Soft-particle system: During the July 2006 Electronic Arts Summer Showcase press conference, Gabe Newell mentioned that a new soft-particle system will be introduced into the Source Engine in the upcoming title Half-Life 2: Episode Two. It was first demonstrated in the July 19 Team Fortress 2 teaser, which showed a remarkably realistic flamethrower in its closing moments.
Cinematic physics: During the July 2006 Electronic Arts Summer Showcase press conference, it was revealed that former Weta Digital employee Gray Horsfield, special effects destruction lead on The Return of the King and King Kong among other roles, is building a "Cinematic Physics" system for Source. GameSpy described the new system in their conference report:
The idea behind this is to give players the opportunity to experience in-game physics in action on a grander scale. As an example of Cinematic Physics in action, a clip from Half-Life 2: Episode Two was shown of a huge bridge collapsing across a vast ravine.

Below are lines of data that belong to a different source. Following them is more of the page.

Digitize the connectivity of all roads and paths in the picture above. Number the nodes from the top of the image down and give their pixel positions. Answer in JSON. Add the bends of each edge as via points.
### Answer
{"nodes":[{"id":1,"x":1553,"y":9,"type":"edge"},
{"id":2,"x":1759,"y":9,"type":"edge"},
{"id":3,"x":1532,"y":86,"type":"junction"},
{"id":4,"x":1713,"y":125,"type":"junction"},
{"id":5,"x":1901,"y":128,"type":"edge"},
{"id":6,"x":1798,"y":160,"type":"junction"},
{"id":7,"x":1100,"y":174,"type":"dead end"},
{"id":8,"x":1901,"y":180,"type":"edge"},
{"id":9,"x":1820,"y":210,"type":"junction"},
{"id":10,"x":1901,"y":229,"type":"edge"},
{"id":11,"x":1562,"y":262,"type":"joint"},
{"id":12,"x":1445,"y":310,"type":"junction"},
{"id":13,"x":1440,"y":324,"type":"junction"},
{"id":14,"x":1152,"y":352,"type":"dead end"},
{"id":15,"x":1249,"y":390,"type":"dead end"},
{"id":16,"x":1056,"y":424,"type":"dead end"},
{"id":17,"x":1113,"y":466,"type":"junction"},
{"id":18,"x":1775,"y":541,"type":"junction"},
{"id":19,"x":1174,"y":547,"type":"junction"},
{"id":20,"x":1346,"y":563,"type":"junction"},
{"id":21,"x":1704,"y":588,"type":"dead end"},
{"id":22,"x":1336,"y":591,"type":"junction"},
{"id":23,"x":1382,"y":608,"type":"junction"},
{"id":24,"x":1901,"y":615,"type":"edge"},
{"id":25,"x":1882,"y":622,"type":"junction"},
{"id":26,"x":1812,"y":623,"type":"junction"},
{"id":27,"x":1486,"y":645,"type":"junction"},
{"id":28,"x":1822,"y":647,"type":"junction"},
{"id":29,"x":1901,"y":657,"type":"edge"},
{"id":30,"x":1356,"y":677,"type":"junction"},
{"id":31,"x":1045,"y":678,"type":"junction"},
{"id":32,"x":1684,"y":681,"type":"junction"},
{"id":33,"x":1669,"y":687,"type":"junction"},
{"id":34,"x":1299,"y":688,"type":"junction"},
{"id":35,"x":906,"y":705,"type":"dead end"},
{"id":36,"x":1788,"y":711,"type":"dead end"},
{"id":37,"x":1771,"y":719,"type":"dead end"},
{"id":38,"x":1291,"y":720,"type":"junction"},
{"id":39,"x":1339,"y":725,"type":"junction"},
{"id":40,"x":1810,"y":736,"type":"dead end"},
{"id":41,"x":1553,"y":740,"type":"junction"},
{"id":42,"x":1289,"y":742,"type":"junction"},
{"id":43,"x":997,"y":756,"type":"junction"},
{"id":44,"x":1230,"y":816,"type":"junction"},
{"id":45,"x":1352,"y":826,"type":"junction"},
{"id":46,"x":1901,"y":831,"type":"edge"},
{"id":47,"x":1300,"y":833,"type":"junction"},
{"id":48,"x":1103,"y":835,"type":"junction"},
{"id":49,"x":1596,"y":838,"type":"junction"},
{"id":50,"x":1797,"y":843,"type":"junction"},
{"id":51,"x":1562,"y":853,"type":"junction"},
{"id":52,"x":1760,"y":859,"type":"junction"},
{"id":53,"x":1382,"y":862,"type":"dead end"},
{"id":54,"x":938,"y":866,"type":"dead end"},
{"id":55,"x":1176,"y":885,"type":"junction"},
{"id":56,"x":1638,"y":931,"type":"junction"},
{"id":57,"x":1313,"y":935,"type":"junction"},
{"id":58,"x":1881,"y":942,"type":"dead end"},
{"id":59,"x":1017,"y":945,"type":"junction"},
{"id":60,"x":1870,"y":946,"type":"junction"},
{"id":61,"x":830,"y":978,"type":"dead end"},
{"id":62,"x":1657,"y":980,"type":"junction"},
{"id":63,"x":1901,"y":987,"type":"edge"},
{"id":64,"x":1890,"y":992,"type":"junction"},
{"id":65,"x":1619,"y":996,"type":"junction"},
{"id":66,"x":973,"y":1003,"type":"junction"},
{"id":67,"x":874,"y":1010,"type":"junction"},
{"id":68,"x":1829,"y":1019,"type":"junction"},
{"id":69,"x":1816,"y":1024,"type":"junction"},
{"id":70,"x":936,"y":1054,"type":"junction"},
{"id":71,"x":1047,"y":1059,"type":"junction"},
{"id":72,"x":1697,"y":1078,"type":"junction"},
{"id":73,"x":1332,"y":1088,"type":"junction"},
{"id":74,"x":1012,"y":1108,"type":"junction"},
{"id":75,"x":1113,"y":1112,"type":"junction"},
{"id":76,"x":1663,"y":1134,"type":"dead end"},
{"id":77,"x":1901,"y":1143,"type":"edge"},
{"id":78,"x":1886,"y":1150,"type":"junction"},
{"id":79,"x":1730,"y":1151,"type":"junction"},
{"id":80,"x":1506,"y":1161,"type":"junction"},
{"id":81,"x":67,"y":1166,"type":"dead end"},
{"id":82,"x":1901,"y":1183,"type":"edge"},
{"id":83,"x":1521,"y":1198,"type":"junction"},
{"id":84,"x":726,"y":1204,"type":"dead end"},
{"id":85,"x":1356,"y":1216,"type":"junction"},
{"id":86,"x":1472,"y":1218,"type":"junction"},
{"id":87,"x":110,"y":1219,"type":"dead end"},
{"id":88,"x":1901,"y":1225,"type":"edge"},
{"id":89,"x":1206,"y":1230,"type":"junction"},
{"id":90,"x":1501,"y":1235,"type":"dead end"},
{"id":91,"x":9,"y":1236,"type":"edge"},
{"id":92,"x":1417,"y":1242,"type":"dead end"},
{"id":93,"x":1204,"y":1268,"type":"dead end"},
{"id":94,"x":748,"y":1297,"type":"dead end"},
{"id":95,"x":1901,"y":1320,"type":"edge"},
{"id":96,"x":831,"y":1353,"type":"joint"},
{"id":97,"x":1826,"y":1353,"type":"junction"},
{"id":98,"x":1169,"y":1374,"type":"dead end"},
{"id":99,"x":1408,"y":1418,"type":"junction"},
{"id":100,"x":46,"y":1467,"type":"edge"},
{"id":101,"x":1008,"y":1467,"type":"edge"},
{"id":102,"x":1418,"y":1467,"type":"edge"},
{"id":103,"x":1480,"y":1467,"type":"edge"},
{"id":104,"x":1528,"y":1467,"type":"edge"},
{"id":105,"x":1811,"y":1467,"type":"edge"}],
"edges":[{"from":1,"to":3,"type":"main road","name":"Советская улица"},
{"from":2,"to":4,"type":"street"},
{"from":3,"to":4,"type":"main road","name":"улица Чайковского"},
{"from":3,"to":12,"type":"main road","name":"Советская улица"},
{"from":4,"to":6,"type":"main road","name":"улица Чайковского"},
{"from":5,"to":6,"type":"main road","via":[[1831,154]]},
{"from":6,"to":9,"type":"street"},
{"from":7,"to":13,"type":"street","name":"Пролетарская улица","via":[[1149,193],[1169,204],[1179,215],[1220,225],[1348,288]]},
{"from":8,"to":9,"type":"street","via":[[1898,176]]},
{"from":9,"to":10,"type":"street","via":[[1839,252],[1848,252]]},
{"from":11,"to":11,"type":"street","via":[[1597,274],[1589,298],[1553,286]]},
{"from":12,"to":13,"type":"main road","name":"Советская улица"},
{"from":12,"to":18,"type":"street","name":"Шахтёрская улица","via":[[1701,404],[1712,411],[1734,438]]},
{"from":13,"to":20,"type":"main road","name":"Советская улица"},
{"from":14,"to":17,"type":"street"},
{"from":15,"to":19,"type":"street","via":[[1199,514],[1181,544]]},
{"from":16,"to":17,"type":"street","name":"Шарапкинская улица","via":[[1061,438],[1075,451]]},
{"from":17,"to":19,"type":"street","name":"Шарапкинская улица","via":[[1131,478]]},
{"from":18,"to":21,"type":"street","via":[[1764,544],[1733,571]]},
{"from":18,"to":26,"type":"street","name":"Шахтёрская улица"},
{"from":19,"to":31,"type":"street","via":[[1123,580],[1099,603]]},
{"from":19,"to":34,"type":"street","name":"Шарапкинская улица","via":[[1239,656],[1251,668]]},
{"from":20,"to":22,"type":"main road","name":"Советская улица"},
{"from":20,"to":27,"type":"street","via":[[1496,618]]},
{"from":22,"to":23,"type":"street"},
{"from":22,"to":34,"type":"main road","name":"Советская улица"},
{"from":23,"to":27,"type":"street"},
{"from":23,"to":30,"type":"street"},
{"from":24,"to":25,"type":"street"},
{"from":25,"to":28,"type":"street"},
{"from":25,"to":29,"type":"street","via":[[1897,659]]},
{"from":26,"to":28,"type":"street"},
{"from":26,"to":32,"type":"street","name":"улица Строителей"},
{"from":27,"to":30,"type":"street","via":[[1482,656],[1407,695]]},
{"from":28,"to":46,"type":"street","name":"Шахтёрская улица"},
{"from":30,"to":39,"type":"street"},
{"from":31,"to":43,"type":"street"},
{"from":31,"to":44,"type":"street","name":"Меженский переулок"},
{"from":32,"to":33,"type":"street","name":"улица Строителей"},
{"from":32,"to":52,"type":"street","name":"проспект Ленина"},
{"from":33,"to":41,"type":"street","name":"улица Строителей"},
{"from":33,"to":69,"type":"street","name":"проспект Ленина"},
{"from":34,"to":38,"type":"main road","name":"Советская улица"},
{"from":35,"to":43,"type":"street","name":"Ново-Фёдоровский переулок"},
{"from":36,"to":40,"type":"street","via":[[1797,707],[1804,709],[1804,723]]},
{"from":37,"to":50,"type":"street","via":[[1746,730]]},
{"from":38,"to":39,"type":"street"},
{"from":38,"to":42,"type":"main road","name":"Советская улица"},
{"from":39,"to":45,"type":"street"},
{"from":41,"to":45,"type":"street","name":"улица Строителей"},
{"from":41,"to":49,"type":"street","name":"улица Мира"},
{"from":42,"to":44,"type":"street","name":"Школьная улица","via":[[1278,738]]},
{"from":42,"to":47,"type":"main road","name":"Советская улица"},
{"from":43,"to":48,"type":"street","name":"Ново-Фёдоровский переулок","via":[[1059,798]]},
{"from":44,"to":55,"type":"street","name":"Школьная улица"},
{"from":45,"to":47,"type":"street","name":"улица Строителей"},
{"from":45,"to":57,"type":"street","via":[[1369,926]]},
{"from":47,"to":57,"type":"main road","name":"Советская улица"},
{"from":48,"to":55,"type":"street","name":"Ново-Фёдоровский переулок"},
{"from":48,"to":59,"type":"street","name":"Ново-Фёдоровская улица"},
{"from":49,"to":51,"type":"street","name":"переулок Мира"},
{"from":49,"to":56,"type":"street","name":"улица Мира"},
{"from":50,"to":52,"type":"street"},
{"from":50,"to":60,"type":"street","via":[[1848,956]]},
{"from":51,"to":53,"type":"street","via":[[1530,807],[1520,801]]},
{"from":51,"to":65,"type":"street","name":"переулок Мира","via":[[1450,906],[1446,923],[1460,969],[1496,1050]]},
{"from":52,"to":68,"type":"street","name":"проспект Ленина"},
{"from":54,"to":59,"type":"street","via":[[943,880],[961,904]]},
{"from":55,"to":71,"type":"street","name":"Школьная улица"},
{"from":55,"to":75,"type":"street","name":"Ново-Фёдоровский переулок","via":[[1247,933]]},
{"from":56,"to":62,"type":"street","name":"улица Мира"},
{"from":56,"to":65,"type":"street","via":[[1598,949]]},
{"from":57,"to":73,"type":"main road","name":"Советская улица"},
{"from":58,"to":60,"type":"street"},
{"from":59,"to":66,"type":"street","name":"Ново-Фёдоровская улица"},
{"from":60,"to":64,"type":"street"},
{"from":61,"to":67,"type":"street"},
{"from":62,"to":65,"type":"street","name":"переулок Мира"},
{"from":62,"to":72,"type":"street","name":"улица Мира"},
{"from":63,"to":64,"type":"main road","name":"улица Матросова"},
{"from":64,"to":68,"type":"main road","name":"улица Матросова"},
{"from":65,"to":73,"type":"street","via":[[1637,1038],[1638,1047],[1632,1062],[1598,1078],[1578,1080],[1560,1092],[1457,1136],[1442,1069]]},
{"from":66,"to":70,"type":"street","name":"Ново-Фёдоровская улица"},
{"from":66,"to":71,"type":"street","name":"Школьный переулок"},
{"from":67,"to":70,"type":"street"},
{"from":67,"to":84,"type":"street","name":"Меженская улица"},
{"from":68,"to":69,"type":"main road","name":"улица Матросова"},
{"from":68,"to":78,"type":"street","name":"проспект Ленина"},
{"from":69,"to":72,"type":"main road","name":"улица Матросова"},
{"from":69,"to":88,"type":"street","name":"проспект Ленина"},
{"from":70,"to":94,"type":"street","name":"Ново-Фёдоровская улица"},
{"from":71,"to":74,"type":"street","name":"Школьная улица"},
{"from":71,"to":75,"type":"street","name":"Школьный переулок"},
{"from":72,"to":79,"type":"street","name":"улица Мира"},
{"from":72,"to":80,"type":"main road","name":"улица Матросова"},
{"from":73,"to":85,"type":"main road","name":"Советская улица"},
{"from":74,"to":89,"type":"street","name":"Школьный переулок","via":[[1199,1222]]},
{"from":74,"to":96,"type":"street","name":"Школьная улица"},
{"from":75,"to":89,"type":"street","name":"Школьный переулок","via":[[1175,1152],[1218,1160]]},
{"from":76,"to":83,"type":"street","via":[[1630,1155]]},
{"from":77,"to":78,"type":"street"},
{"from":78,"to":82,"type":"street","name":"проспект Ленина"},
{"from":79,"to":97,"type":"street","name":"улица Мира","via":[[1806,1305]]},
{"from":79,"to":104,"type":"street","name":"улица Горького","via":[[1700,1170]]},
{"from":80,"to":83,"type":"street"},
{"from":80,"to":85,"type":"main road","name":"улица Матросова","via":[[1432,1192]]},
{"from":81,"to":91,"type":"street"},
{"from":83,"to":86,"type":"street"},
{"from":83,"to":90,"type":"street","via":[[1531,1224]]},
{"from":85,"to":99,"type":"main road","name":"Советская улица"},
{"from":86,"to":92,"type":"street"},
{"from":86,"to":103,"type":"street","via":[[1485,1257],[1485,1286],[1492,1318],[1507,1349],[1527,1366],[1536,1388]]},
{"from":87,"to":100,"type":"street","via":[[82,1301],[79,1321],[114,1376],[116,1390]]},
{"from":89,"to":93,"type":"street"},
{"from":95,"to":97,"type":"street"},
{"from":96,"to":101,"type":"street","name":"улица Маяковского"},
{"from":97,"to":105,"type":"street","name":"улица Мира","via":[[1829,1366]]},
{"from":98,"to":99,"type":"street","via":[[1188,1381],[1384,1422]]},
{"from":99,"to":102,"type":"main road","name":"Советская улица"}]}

The system appears to add the following features to Source's physics simulator:
- Deforming objects — before, physics models could not be modified except through animation
- Dynamic crumbling of brush geometry — before, lines of separation had to be specified by the mapper
Cinematic Physics supports a keyframe system, but its exact nature is currently unclear. It could be that an animator creates a largely complete but low-detail sequence which then sees details added by the physics system, or it could be that an animator creates a handful of single-frame states which are then used as motion targets for the ensuing simulation (in a manner not dissimilar to the Endorphin NaturalMotion technology).
Either method results in a drastic reduction of developer input, thus allowing the creation of far more complex scenes than before with the same budget. It is currently unclear both whether or not keyframes are strictly required, and what number are needed to create a scene as complex as the bridge collapse demonstration.
Multiprocessor optimizations: As a part of the Source engine's transition to next-generation consoles, multiprocessor optimizations have been added, resulting in faster processing on PC hardware with dual or quad core systems and the Xbox 360 and PlayStation 3 consoles. Gabe Newell:
Yes. We definitely think that content needs to move forward. For example, one of the things we're reacting to is the speed at which microprocessors are coming out. So, Intel has very aggressively moved up delivery of desktop processors with four different cores; we'll have support for that in Episode Two, and we'll definitely go back to affect, you know, Episode One or Half-Life 2 or Counter-Strike Source, so they can take advantage of that. We'll definitely try to keep the existing games - especially the multiplayer games - current as technology evolves.
Valve has demonstrated the new multi core optimizations which use a multi-threading style they dub "hybrid threading." A Source multi-threading update and benchmark are expect to be released before Half-Life 2: Episode Two, though a date for either, or the content of the benchmark is currently unknown.